No sabe qué razón tiene, pues mientras que Marilyn susurra «Happy birthday mister president…», atrapada por el pincel luminoso de un proyector, los attrezzistas y los artistas entre bastidores ven… cómo vuelve a reventar el vestido. La costura, rápidamente remendada, no ha aguantado. Aparece una raja que se va ensanchando, hasta que aparecen las nalgas de Marilyn. Mike Nichols, que todavía no es el director de El graduado, sino un cómico de renombre, lo recuerda: «Todos estábamos petrificados. No llevaba nada debajo…». Cuando se apaga el proyector, Marilyn se eclipsa en la oscuridad.

Con los pies en la barandilla y un puro entre los dedos JFK aplaude a rabiar. La solemnidad de sus funciones, la mirada de los espectadores, la opinión del universo han dejado de existir. Sólo queda esta expresión de pura admiración, de deseo de alto voltaje: «¡Qué culo! ¡Qué culo!».

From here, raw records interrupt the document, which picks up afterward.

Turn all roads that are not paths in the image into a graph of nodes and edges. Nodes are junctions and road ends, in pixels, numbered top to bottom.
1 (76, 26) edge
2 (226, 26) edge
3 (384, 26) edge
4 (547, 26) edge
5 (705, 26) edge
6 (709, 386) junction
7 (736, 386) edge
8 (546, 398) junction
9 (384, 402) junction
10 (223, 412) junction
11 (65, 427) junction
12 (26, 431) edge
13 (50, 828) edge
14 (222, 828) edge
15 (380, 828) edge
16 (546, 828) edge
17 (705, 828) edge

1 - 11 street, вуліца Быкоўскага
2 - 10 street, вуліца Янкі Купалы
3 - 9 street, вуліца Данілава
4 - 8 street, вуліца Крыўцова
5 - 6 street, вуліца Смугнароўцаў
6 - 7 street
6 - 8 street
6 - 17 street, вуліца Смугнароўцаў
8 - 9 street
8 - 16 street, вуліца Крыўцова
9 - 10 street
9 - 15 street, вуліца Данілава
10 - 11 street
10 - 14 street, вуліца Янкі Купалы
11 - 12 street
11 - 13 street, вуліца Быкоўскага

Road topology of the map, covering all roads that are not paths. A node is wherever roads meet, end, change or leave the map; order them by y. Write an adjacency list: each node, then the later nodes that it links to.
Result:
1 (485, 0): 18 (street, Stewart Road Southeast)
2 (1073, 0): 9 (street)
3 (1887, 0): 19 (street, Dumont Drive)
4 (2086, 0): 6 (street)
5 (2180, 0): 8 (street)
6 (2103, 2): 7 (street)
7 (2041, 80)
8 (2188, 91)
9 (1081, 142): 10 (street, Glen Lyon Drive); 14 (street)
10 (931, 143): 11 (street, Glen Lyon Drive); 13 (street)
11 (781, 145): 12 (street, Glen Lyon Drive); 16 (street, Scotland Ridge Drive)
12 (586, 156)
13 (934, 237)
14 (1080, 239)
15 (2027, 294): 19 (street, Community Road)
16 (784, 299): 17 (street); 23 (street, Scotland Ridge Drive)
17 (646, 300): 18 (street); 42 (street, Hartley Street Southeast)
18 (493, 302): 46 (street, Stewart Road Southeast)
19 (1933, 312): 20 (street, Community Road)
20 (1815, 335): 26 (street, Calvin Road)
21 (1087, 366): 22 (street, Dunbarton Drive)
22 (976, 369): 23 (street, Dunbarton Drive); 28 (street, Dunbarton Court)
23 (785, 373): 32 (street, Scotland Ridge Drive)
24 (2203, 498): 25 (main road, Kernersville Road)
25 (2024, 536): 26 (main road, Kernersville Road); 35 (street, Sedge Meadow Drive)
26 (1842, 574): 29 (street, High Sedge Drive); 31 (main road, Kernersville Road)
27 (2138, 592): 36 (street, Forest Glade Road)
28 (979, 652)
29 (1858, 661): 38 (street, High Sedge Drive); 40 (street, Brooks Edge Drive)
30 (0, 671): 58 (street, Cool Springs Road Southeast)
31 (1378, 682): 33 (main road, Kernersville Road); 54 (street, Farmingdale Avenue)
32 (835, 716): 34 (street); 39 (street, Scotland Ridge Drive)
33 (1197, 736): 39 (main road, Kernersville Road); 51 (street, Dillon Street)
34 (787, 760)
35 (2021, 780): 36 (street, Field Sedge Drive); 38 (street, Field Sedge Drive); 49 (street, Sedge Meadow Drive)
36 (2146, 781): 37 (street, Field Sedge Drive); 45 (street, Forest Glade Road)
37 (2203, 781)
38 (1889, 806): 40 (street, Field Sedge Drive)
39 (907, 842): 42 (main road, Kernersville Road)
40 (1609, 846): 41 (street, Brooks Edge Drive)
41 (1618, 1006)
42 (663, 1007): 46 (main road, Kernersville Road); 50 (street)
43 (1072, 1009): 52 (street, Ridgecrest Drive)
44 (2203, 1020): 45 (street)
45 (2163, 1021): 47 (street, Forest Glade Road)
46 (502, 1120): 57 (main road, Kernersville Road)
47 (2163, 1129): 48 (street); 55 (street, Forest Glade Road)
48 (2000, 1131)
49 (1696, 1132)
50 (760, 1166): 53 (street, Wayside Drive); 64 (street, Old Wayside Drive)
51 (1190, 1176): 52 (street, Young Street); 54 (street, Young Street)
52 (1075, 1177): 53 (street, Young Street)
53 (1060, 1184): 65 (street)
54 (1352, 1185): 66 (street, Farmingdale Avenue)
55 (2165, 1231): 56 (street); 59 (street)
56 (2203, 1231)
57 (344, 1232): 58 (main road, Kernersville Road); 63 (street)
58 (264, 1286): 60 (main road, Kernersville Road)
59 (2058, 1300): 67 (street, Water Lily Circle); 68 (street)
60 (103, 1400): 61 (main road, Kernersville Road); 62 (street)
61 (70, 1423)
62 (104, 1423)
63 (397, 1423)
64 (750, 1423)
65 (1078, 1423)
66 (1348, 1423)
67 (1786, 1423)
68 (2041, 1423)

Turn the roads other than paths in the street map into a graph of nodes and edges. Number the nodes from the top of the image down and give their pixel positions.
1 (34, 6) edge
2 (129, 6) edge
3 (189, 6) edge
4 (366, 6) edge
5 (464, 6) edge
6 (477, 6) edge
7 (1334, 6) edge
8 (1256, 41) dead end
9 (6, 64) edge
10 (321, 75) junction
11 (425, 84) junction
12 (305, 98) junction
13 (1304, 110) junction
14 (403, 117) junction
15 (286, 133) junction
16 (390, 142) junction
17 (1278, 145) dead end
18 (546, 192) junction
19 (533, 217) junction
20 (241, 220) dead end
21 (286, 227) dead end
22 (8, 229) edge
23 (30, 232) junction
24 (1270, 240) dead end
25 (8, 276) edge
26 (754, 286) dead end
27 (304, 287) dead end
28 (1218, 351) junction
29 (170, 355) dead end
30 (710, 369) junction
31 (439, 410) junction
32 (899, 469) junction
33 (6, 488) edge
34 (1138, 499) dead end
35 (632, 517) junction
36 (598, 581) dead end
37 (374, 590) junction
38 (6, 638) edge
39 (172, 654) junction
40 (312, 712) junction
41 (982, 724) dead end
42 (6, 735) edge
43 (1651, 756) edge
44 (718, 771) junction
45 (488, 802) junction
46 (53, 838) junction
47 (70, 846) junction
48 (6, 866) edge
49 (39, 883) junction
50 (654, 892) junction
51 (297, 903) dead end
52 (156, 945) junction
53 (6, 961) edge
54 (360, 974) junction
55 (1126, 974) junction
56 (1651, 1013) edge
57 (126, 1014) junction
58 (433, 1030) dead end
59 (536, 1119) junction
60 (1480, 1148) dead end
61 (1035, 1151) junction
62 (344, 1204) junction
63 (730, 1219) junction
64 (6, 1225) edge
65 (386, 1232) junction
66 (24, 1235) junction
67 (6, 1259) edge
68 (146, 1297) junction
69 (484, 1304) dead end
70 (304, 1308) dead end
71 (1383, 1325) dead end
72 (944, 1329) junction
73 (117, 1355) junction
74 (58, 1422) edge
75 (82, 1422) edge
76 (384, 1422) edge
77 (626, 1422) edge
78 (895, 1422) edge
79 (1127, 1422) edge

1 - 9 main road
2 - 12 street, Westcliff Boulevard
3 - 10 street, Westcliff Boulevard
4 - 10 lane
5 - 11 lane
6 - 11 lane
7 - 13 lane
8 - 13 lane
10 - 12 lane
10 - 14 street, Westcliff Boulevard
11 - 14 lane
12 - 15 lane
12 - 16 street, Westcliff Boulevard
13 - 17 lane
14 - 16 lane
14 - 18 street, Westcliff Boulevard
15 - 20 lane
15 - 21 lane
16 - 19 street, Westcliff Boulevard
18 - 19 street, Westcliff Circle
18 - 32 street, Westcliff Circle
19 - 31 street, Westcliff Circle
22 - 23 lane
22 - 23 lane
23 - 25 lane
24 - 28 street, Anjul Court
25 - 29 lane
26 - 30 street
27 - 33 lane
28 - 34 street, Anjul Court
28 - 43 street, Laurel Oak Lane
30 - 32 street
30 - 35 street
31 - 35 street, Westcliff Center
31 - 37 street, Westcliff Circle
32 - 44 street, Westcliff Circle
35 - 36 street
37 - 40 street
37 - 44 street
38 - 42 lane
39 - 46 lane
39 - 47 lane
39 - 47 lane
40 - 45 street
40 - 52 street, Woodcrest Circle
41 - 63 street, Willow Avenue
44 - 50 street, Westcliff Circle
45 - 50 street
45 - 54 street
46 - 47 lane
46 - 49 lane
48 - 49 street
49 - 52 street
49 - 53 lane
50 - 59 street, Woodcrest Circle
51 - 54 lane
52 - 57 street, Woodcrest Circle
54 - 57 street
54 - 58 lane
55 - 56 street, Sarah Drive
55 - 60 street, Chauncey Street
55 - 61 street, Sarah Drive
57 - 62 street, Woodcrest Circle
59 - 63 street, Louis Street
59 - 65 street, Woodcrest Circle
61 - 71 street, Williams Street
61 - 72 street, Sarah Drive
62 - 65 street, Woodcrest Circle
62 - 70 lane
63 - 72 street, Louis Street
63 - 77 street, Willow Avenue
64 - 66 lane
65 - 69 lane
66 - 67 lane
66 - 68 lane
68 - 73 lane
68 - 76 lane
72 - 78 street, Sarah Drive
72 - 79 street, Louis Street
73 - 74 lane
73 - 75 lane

Estos siete minutos entran instantáneamente en la historia pop del siglo XX.

 

 

Se organiza una recepción para cerrar la velada. Tiene lugar en casa de Arthur Krim, tesorero del Partido Demócrata, y también productor de El mensajero del miedo, curiosa película en la que Sinatra adivina una tentativa de asesinato contra el presidente de Estados Unidos urdida por… Mother. Marilyn ha llegado con un acompañante inesperado: Isadore Miller, el padre de Arthur. El anciano está encantado. Marilyn, resplandeciente, atrae todas las miradas. Adlai Stevenson, el ex candidato a la presidencia, está subyugado. Trata de bailar con ella, pero Robert Kennedy monta guardia, «como una mariposa alrededor de una llama». Ethel Kennedy, desatendida, aprieta los labios. Lyndon Johnson, el vicepresidente, borracho, se aburre: nadie se ha percatado de su presencia. Se contenta con atraer a Susan, la hija de Lee Strasberg, que está haciendo sus primeros pinitos como actriz, murmurándole:

—Ven a sentarte en mis rodillas, little girl.